Tas kebesaran :) (etapi udah ilang nding, jadi tas itu yang digondol plus lapinya huehehehe)

"Eh, aku minta id twittermu, dong,"

"Gue nggak aktif di twitter"

"Whatsapp?"

"Wah, gue pake hape nggak cerdas jadi nggak bisa whatsappan,"

"Facebook kamu?"

"Facebook gue dirpotect kalau nggak ada mutual friend nggak bisa diadd. Hayo, loe, bingung loe. Mau hubungin gue kayak gimana?"

"Hmmm... Aku minta emial aja, deh." akhirnya saya hanya bisa garuk-garuk kepala nyerah dan meminta alternatif termudah untuk meminta emailnya saja.

Adalah Yansen, seorang pemuda bermata sipit yang saya temui sabtu lalu di sebuah pertemuan dan ramah tamah Angkringan Pendidikan yang diselenggarakan oleh Putra Sampoerna Foundation bertempat di AuditoriumUniversitas Siswa Bangsa International (USBI). Yansen, aktif di komunitas Peta Hijau Bekasi. Untuk memudahkan komunikasi saya meminta id twitter dan lain-lain. Tapi rupanya dia jenis orang yang tak begitu peduli dengan riuh rendah keramaian sosmed juga fasilitas chat yang ada.

"Gue gak pake handphone pinter. Gue juga gak begitu tergantung dengan handphone, selama ini gue tetap bertahan untuk tak mengganti hape cerdas."

Saya dan seorang teman menyimak kalimat demi kalimat Yansen. 

Mendengar Yansen bercerita, saya jadi ingat ketika bertahun-tahun hidup di Malaysia. Saat itu saya merasa beruntung karena tidak terbawa dalam keriuhan dunia blackbarry dan handhphone canggih lainnya. Bertahun-tahun saya bertahan menggunakan hape jadul, hape nggak cerdas kata Yansen :) karena selama di Malaysia nggak pernah ada yang nanya PIN whatsapp atau apalah sejenisnya. Cukup dengan blog, twitter dan facebook saya sudah merasa mampu berkomunikasi dengan banyak teman.

Dan tahun lalu saya pulang, saya hadir di sebuah event-event besar blogger. Beruntun dari Kopdar Blogger Nusantara Makassar, Cangkrukan Lewat Botol Kosong di Jember, lantas berlanjut ke Jakarta menghadiri Kompasianival zona nyaman dengan handphone jadul saya mulai terusik. Sebagai koordinator pada sebuah komunitas, saya ditanya oleh banyak orang,

"Ada Pin BB yang bisa dihubungi?"

"Ada whatsaap, gak?"

Dan saya merenung panjang. Sementara  Acer Aspire 4315 selalu menemani perjalanan saya dari satu kota ke kota lain. Dengan modal modem meminjam dari teman saya masih bisa terhubung dengan teman-teman yang lain melalui jejaring sosial dan masih setia juga handphone jadul saya. Tak lama, handphone jadul yang sudah lama menemani saya juga hilang. Ah! saya mulai galau dan mencari-cari celah untuk bisa tetap terhubung dengan teman-teman yang lain. 

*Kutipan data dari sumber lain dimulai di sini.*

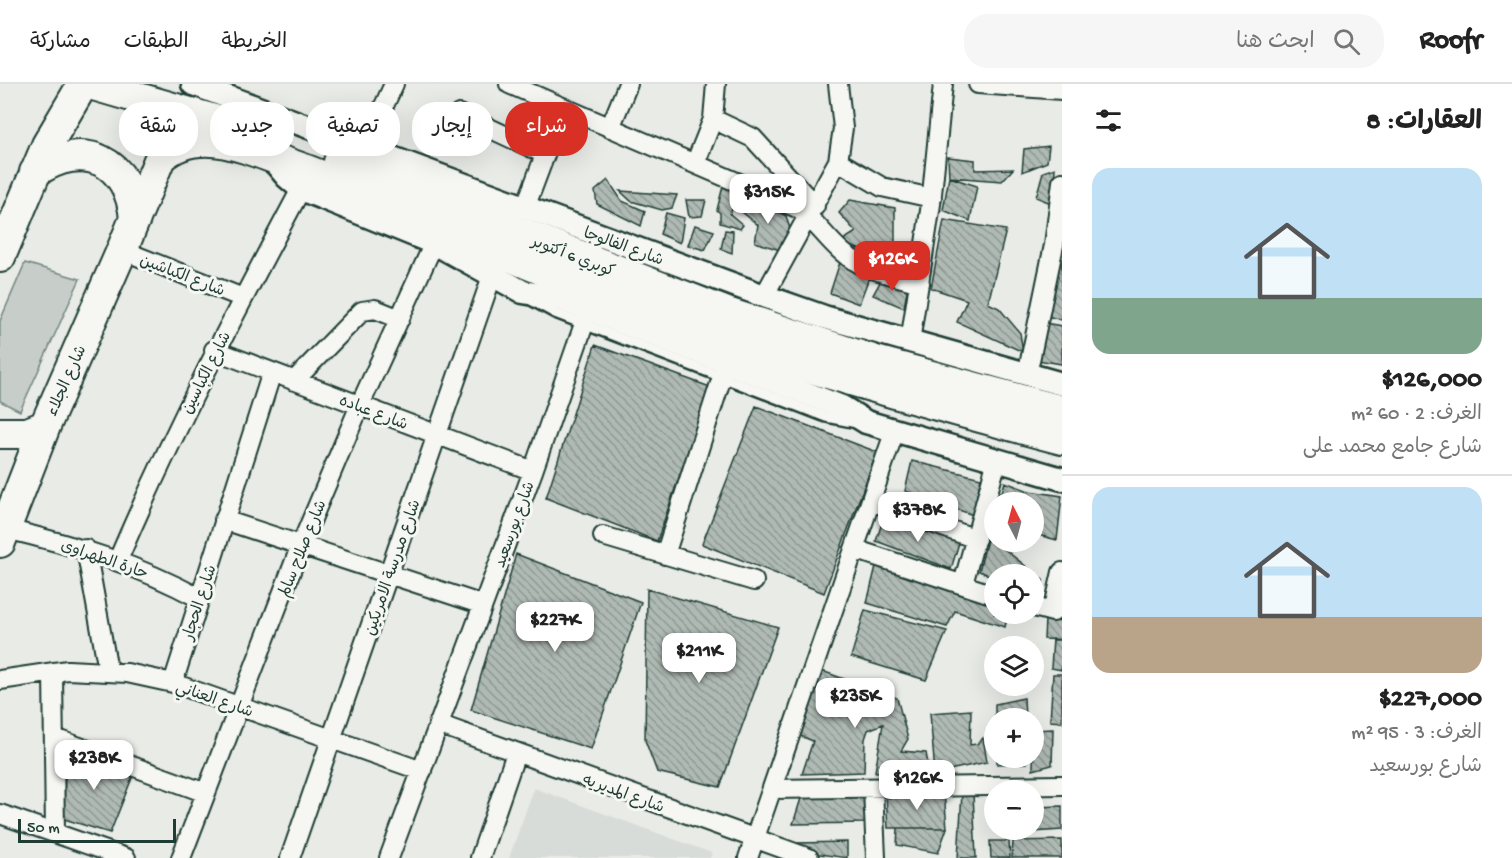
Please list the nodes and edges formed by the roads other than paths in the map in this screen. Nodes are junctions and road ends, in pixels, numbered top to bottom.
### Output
1 (83, 84) edge
2 (90, 84) edge
3 (394, 84) edge
4 (509, 84) edge
5 (628, 84) edge
6 (716, 84) edge
7 (838, 84) edge
8 (943, 84) edge
9 (978, 84) edge
10 (204, 86) edge
11 (1062, 90) edge
12 (386, 102) edge
13 (551, 102) edge
14 (588, 118) edge
15 (713, 118) junction
16 (306, 126) edge
17 (610, 128) junction
18 (383, 156) edge
19 (544, 156) edge
20 (271, 158) junction
21 (838, 161) junction
22 (695, 164) junction
23 (35, 172) junction
24 (1062, 182) edge
25 (374, 187) junction
26 (300, 189) junction
27 (932, 198) junction
28 (525, 208) junction
29 (812, 211) junction
30 (135, 219) junction
31 (435, 243) junction
32 (1058, 245) edge
33 (122, 250) junction
34 (0, 257) edge
35 (492, 276) junction
36 (920, 283) junction
37 (523, 292) junction
38 (764, 296) junction
39 (243, 297) junction
40 (400, 319) junction
41 (584, 324) junction
42 (910, 342) junction
43 (214, 350) junction
44 (272, 372) junction
45 (1027, 375) junction
46 (722, 377) junction
47 (294, 381) junction
48 (1062, 384) edge
49 (360, 405) junction
50 (1062, 411) edge
51 (866, 422) junction
52 (45, 426) junction
53 (895, 430) junction
54 (0, 433) edge
55 (437, 435) junction
56 (1062, 439) edge
57 (997, 460) junction
58 (533, 471) junction
59 (1061, 474) edge
60 (871, 501) junction
61 (224, 520) junction
62 (3, 535) edge
63 (603, 537) dead end
64 (976, 538) junction
65 (301, 545) junction
66 (86, 549) junction
67 (854, 549) junction
68 (665, 555) junction
69 (118, 560) junction
70 (1062, 572) edge
71 (389, 574) junction
72 (754, 581) dead end
73 (963, 584) junction
74 (984, 591) edge
75 (199, 598) junction
76 (483, 605) junction
77 (1044, 610) edge
78 (108, 670) junction
79 (53, 673) junction
80 (0, 680) edge
81 (172, 683) junction
82 (239, 705) junction
83 (438, 724) junction
84 (55, 738) junction
85 (332, 739) junction
86 (516, 753) junction
87 (422, 771) junction
88 (1062, 785) edge
89 (873, 788) junction
90 (772, 789) junction
91 (206, 793) junction
92 (0, 814) edge
93 (55, 833) junction
94 (754, 839) junction
95 (126, 858) edge
96 (181, 858) edge
97 (290, 858) edge
98 (389, 858) edge
99 (480, 858) edge
100 (748, 858) edge
101 (810, 858) edge
102 (876, 858) edge

1 - 23 highway
2 - 25 highway, كوبري 6 أكتوبر
3 - 12 street
4 - 13 street
5 - 17 street
6 - 15 street
7 - 21 street
8 - 27 street
9 - 11 street
10 - 16 street, شارع الفالوجا
14 - 17 street
15 - 22 street
15 - 29 street
17 - 22 street
18 - 28 street, شارع الفالوجا
19 - 28 street
20 - 25 highway, شارع الجلاء
20 - 26 street
20 - 30 highway, شارع الجلاء
21 - 27 street
21 - 29 street
22 - 29 street
23 - 30 highway
23 - 34 highway
24 - 32 street
25 - 50 highway, كوبري 6 أكتوبر
25 - 56 highway, كوبري 6 أكتوبر
26 - 31 street
26 - 39 street, شارع الكباسين
27 - 36 street
28 - 38 street, شارع الفالوجا
29 - 36 street
29 - 38 street
30 - 33 highway, شارع الجلاء
31 - 35 street
31 - 40 street, شارع صلاح سالم
32 - 45 street
33 - 39 street, شارع الكباشين
33 - 52 highway, شارع الجلاء
35 - 37 street
35 - 55 street, شارع مدرسة الامريكين
36 - 42 street
37 - 41 lane
37 - 51 street
38 - 42 street, شارع الفالوجا
39 - 43 street, شارع الكباسين
40 - 47 street
40 - 49 street, شارع صلاح سالم
41 - 46 lane
41 - 58 street, شارع بورسعيد
42 - 45 street, شارع الفالوجا
43 - 44 street, شارع عباده
43 - 69 street, شارع الكباسين
44 - 47 street, شارع عباده
44 - 61 street, شارع الحجار
45 - 48 street, شارع الفالوجا
46 - 51 lane
46 - 68 street
47 - 49 street, شارع عباده
49 - 55 street, شارع عباده
49 - 65 street, شارع صلاح سالم
51 - 53 street
52 - 54 highway
52 - 62 highway, شارع الجلاء
53 - 57 street
53 - 60 street
55 - 58 street, شارع عباده
55 - 71 street, شارع مدرسة الامريكين
57 - 59 street
57 - 64 street
58 - 76 street, شارع بورسعيد
60 - 64 street
60 - 67 street
61 - 65 street
61 - 75 street, شارع الحجار
62 - 66 street, حارة الطهراوى
63 - 68 street
64 - 73 street
65 - 71 street
65 - 82 street, شارع صلاح سالم
66 - 69 street, حارة الطهراوى
66 - 78 street
67 - 73 street
67 - 90 street
68 - 72 street
69 - 75 street, حارة الطهراوى
70 - 77 street
71 - 76 street
71 - 85 street, شارع مدرسة الامريكين
73 - 74 street
75 - 81 street, شارع الحجار
76 - 83 street, شارع بورسعيد
78 - 79 street, شارع العناني
78 - 81 street, شارع العناني
79 - 80 street, شارع العناني
79 - 84 street
81 - 82 street, شارع العناني
82 - 85 street, شارع العناني
82 - 91 street, شارع صلاح سالم
83 - 86 street, شارع المديريه
83 - 87 street, شارع بورسعيد
84 - 91 street
84 - 93 street
85 - 87 street, شارع العناني
85 - 97 street, شارع مدرسة الامريكين
86 - 94 street, شارع المديريه
86 - 99 street
87 - 98 street, شارع بورسعيد
88 - 89 street
89 - 90 street
89 - 102 street
90 - 94 street
91 - 96 street, شارع صلاح سالم
92 - 93 street
93 - 95 street
94 - 100 street
94 - 101 street, شارع المديريه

Packing buku sebelum dikirim pun kudu tetap up-date :)

"Mbak Anaz bawa laptop, ya, nanti saya yang bawa modemnya," mbak Dwi Purwanti mengingatkan saya via SMS ketika saya akan berangkat ke Solo mengikuti event ASEAN Blogger pada mei 2013 lalu, kemudian lanjut ke Jogja dan langsung ke Kediri untuk menghadiri acara Hari Buku Nasional yang diadakan oleh Taman Baca Mahanani. Saat itu, saya yang mengkoordinir pengumpulan buku harus tetep update berhubungan dengan teman-teman yang akan menyumbangkan bukunya.

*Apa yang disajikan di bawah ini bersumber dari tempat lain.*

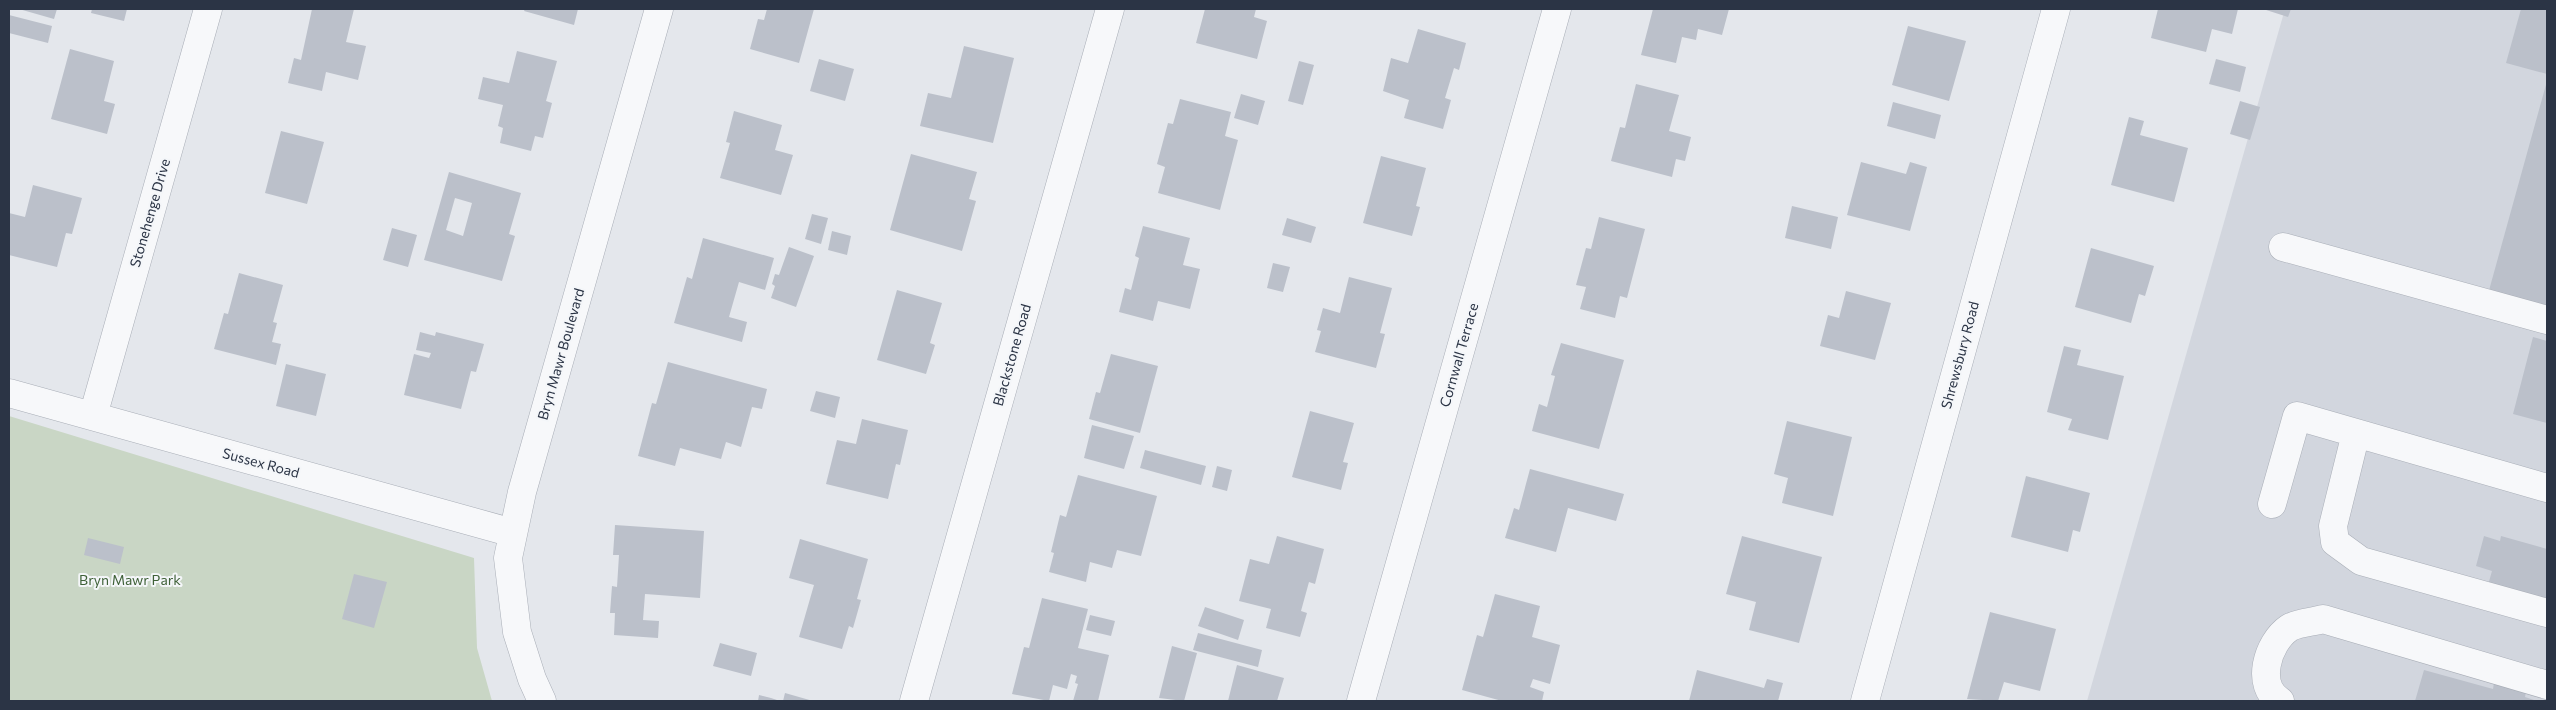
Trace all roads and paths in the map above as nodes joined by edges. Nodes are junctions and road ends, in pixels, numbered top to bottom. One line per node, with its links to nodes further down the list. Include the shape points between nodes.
1 (208, 9): 9 (street, Stonehenge Drive)
2 (659, 9): 13 (street, Bryn Mawr Boulevard)
3 (1110, 9): 17 (street, Blackstone Road)
4 (1557, 9): 18 (street, Cornwall Terrace)
5 (2056, 9): 19 (street, Shrewsbury Road)
6 (2283, 247): 7 (street)
7 (2547, 320)
8 (9, 393): 9 (street, Sussex Road)
9 (93, 416): 13 (street, Sussex Road)
10 (2356, 433): 11 (street); 12 (street, via 2297,416); 14 (street, via 2333,526 2335,542 2361,560)
11 (2547, 488)
12 (2272, 504)
13 (513, 533): 16 (street, Bryn Mawr Boulevard, via 508,558 517,632)
14 (2547, 613)
15 (2547, 685): 20 (street, via 2323,619 2289,628 2273,646 2265,674 2272,696)
16 (542, 701)
17 (914, 701)
18 (1361, 701)
19 (1865, 701)
20 (2280, 701)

Kemeriahan Hari Buku Nasional di Kediri

Berangkat dari Serang, barang-barang yang saya bawa adalah tas gendong (berisi laptop), travel bag, kardus (berisi buku) dan tas kamera menjadi teman setia saya selama perjalanan ke Solo, Jogja dan Kediri yang dilanjut ke Semarang. Dari Solo ke Jogja membawa buku yang jumlahnya semakin banyak dibantu oleh teman-teman komunitas Canting. Dan dari Jogja ke Kediri saya dibantu oleh Mbak Dwi membawa buku ke Taman Baca Mahanani.

Sebagai penanggung jawab tak tertulis yang mengumpulkan buku, karena saya yang woro-woro informasi terbaru tentunya harus segera saya up-date. Termasuklah ketika selesai acara event Hari Buku Nasional saya "mewajibkan" diri untuk memberikan laporan pandangan mata hari itu di blog.

Ndlosor di Stasiun menuju Jogja. Wajah-wajah lelah yang tetap semangat (saya selalu membelakangi kamerah!) :/

Betapa ribet dan repotnya. Coba, kan, kalau punya notebook yang slim dan tipis itu bisa jadi senjata yang paling praktis. Bisa dibawa ke mana-mana, ringan bawanya dan gampang akses ke blog tentu saja. Ini kan kayak tema dari emak-emak blogger minggu ini W2 30 Hari Blog Challenge “Tampil keren dengan notebook slim yang paling tipis di kelasnya, bikin mobile & online Emak makin praktis”  iya kayaknya saya jadi keren (berani juga ngaku keren buehehehe) kalau bawa Acer Aspire E1-432. Lak gimana gak keren, mungkin saya nggak lagi dijuluki kura-kura ama teman-teman yang lain huehehehe. 

Bisa memasukan Acer Aspire E1-432 ke tas gendong saya berbarengan dengan kamera. Kalau perginya nggak lama bisa juga menyelipkan baju di dalam tas gendong. Simpel, satu tas berisi banyak barang. Notebook Slim, kamera, baju, peralatan mandi dan kalau bisa memasukan buku satu atau dua. 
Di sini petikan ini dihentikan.